Scorpius Malfoy was standing at my door, leaning casually against the doorway. His face was the perfect picture of surprise, his eyebrows disappearing into his blonde hair.

“I doubt it,” he said with a snort of astonishment, and I gaped at him, insulted that he thought that he was my only friend.

“No, really,” I answered, punching slightly on the arm, “I even tidied up the kitchen.” I opened the door further and allowed Scorpius to poke his head in. He nodded as if satisfied before pushing past me and walking straight into the living room. I sighed exasperatedly.

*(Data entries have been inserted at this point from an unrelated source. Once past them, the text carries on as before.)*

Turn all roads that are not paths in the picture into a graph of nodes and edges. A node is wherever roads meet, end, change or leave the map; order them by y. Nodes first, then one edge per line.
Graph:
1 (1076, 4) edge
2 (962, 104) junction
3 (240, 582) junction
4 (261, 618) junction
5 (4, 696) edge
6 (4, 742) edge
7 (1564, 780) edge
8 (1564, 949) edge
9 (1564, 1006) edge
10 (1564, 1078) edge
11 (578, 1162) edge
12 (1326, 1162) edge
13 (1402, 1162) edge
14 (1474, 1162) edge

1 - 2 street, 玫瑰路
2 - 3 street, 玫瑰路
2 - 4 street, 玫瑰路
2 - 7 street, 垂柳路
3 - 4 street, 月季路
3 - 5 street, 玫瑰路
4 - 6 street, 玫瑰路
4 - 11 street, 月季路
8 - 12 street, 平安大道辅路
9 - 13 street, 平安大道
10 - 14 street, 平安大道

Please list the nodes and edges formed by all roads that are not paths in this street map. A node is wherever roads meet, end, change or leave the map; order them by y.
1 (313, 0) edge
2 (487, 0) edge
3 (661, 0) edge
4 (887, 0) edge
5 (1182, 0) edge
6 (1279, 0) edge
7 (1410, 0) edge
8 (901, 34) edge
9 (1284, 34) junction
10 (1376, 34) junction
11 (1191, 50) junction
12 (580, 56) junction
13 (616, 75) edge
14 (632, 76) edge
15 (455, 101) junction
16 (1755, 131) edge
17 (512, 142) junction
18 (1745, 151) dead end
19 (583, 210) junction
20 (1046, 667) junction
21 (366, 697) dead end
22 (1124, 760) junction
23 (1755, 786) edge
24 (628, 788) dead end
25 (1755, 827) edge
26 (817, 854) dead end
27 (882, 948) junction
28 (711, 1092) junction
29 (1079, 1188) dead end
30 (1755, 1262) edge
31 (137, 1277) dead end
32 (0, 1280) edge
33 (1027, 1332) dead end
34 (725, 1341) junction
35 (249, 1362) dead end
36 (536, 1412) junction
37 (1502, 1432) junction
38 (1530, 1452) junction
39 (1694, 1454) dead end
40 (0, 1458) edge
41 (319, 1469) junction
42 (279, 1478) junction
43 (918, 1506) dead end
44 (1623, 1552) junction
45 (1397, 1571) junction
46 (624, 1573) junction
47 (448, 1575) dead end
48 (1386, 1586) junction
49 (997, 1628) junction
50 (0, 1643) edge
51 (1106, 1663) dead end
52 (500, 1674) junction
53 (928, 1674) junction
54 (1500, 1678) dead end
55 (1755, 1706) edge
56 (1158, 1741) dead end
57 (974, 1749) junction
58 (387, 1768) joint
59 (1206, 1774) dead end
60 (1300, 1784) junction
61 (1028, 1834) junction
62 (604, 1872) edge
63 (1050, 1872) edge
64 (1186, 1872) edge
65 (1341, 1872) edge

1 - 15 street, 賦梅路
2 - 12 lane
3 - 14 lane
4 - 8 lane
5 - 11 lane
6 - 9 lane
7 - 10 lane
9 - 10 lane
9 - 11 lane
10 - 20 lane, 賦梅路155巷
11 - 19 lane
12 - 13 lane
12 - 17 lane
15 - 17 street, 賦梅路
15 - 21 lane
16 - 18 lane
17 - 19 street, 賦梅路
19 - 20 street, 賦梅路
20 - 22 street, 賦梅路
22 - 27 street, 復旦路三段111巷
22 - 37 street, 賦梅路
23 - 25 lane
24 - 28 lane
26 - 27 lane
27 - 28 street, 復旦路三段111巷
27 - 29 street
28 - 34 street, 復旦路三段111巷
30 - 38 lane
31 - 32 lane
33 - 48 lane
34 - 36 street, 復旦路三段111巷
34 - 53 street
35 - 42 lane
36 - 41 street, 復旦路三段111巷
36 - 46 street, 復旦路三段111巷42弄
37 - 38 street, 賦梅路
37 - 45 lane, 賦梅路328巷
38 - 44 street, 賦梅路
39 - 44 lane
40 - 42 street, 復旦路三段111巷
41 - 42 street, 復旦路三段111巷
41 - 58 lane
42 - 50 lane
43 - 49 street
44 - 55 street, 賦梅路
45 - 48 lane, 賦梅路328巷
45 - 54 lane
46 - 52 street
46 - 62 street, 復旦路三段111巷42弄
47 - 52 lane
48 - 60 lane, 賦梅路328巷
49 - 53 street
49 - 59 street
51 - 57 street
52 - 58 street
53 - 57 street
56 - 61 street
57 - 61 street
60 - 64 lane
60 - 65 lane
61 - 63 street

“What are you doing here?”

Scorpius took off his bag, grabbed an apple from the fruit bowl on the table and slumped into a chair, chewing noisily.

“I thought that we could hijack the highly secretive operations of Rose and Noah’s wedding.”

I sat down opposite him and laughed in his face, taking an apple for myself.

“Because you would definitely fit in at a dress fitting. I have always doubted your fine bone structure,” I joked, and Scorpius took another bite of his apple.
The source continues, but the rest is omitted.